WORK ORDER
Please repeat the data exactly, leaving nothing out.

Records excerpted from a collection
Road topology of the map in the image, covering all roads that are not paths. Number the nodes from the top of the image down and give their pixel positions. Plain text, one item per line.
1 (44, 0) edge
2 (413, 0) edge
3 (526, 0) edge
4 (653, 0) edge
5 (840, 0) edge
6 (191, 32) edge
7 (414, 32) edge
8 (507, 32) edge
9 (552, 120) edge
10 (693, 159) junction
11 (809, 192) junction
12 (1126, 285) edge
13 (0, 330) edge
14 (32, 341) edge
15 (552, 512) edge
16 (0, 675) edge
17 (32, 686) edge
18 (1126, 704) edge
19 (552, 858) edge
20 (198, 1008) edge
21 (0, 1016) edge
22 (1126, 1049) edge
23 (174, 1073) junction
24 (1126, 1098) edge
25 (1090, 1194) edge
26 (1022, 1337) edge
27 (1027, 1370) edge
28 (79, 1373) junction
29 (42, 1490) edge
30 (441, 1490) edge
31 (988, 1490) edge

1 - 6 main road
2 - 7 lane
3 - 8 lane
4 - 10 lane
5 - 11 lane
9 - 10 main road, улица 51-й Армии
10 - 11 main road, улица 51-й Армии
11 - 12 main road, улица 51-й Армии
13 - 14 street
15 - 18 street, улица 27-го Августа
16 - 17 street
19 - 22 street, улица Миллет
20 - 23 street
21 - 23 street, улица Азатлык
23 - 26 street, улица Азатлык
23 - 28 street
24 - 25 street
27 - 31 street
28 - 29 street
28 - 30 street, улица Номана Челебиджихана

WRITTEN REPLY
Road topology of the map in the image, covering all roads that are not paths. Number the nodes from the top of the image down and give their pixel positions. Plain text, one item per line.
1 (44, 0) edge
2 (413, 0) edge
3 (526, 0) edge
4 (653, 0) edge
5 (840, 0) edge
6 (191, 32) edge
7 (414, 32) edge
8 (507, 32) edge
9 (552, 120) edge
10 (693, 159) junction
11 (809, 192) junction
12 (1126, 285) edge
13 (0, 330) edge
14 (32, 341) edge
15 (552, 512) edge
16 (0, 675) edge
17 (32, 686) edge
18 (1126, 704) edge
19 (552, 858) edge
20 (198, 1008) edge
21 (0, 1016) edge
22 (1126, 1049) edge
23 (174, 1073) junction
24 (1126, 1098) edge
25 (1090, 1194) edge
26 (1022, 1337) edge
27 (1027, 1370) edge
28 (79, 1373) junction
29 (42, 1490) edge
30 (441, 1490) edge
31 (988, 1490) edge

1 - 6 main road
2 - 7 lane
3 - 8 lane
4 - 10 lane
5 - 11 lane
9 - 10 main road, улица 51-й Армии
10 - 11 main road, улица 51-й Армии
11 - 12 main road, улица 51-й Армии
13 - 14 street
15 - 18 street, улица 27-го Августа
16 - 17 street
19 - 22 street, улица Миллет
20 - 23 street
21 - 23 street, улица Азатлык
23 - 26 street, улица Азатлык
23 - 28 street
24 - 25 street
27 - 31 street
28 - 29 street
28 - 30 street, улица Номана Челебиджихана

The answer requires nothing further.